At the same time, getting a mortgage is now a little easier than it’s been during recent years. With the recovery on solid footing and lenders seeing more economic stability, lending standards loosened slightly during April, especially for those seeking a government-backed mortgage, according to a mortgage credit availability report released Tuesday by the Mortgage Bankers Association.
Despite improvements in nearly every sector of the housing market, nearly 1 in 7 homeowners still owe more than their house is worth. That situation is rapidly changing as home prices rise, lifting thousands of homeowners out of negative equity and into the market.
That’s one of the reasons there were 8,613 new listings last month, a 10.7 percent increase over last year. And the bulk of those listings came from traditional sellers rather than banks and investors.
But sales are outpacing supply in some parts of the metro area, and the total number of properties for sale at the end of the month fell 1.9 percent. During April there were 4,701 closings, a 21 percent increase from last year. At the current sales pace, there are now only enough properties to last 3.4 months.
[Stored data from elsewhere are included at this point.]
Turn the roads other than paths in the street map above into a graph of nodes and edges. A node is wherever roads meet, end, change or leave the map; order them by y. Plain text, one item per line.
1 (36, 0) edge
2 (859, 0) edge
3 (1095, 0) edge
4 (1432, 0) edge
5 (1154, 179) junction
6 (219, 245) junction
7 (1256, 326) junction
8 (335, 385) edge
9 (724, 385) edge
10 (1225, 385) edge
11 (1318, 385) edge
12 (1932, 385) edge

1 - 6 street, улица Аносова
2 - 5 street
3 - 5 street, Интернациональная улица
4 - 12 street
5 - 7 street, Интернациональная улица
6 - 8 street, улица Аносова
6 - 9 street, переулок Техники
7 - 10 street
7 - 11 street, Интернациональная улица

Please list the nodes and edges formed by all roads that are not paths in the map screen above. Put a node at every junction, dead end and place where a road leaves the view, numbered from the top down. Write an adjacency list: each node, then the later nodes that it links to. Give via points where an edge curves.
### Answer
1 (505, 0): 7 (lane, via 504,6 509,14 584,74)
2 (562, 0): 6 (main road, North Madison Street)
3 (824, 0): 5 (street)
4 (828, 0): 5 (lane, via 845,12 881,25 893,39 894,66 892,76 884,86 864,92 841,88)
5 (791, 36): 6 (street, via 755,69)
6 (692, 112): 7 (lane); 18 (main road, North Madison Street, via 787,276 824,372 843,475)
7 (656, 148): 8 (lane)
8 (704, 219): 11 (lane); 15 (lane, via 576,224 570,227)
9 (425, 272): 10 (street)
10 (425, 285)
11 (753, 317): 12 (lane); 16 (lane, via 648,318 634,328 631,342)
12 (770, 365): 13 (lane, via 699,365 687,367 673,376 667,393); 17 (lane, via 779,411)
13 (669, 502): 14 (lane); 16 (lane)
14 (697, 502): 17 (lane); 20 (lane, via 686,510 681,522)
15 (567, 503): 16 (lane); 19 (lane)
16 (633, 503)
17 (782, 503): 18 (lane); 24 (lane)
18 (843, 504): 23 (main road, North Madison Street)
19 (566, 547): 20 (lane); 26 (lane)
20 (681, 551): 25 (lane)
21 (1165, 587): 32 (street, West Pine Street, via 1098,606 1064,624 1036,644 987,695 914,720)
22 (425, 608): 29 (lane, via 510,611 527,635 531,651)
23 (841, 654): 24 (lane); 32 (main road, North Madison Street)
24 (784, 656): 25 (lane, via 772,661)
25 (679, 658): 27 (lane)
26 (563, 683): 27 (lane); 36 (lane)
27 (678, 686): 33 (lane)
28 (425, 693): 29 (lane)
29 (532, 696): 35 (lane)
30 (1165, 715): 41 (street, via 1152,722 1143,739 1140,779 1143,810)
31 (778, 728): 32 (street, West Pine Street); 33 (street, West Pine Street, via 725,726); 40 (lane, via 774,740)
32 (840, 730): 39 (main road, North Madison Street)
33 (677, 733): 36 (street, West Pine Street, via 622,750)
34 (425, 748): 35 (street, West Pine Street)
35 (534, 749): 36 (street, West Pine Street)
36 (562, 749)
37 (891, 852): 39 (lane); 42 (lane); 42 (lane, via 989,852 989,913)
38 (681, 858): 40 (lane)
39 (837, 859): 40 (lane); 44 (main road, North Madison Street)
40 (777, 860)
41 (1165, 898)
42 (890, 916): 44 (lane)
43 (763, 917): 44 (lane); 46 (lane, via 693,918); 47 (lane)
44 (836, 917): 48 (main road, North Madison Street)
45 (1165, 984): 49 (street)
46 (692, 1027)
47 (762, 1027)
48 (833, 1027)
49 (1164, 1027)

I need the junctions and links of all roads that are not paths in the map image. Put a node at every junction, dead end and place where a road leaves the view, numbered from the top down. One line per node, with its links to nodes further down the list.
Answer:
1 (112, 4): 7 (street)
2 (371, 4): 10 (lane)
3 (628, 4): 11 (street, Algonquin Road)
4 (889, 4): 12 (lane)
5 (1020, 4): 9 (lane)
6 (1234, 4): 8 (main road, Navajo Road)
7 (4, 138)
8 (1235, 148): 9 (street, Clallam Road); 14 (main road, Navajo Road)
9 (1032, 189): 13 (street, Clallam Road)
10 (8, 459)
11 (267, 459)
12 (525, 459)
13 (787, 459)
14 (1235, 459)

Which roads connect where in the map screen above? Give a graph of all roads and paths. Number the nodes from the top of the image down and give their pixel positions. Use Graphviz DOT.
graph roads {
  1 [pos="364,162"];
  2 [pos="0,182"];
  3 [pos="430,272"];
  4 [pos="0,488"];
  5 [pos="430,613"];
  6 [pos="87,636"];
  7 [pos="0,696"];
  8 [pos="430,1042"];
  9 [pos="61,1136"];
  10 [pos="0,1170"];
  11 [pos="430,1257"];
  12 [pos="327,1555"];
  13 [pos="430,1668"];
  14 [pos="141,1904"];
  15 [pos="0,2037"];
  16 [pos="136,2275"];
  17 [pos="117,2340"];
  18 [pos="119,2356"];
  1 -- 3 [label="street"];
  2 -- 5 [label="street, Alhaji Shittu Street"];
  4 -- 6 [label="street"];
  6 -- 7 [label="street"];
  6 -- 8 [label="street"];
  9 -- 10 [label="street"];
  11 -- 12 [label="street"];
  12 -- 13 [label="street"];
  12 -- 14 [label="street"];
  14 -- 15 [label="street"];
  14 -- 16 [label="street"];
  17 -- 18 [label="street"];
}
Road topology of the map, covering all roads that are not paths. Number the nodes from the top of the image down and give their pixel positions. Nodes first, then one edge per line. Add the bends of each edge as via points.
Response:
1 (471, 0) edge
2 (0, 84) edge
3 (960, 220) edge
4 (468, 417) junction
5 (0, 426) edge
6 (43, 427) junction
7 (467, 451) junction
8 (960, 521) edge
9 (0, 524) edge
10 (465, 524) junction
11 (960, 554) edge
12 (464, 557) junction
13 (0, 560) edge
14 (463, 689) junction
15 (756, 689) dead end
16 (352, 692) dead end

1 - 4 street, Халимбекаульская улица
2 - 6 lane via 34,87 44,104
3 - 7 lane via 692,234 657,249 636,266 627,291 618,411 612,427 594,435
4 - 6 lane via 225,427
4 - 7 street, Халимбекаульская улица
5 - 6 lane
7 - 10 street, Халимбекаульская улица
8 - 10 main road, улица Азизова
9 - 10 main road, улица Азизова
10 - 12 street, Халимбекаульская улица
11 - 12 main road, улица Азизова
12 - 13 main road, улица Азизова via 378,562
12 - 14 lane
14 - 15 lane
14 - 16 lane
This imbalance between supply and demand is creating serious competition among buyers. About 20 percent of sellers are getting multiple bids for their homes. In 2005, the peak year for multiple bids, one in three sellers received more than one offer.
The competition is particularly visible in Minneapolis and St. Paul, where demand is especially strong for starter houses in move-in ready condition.
When Sue and Drew Boxrud, for example, sensed that house prices in their St. Paul neighborhood were finally on the rise, they were seduced by the prospect of a newer, larger house. The couple, with a new baby, had already replaced the roof and the windows, and did everything their agent, Doran, told them to do to get it ready for sale.
“We were really nervous,” Drew Boxrud said. “We weren’t sure that we’d get enough to get the new house we wanted.”
After shopping around a bit, the Boxruds were not able to find exactly what they wanted in their $300,000 to $400,000 price range, so they decided to build a house in Lakeville. They put their belongings in storage and moved into the basement of Drew’s parents’ house in Ham Lake.
At 11 p.m. on a recent Friday they listed their house for $157,000. By the next day at 9 p.m., they had 13 showings and three offers, including one for $6,000 over the list price.
“We have heard so much about how long it can take to sell a house,” Sue Boxrud said. “We were shocked and pleasantly surprised.”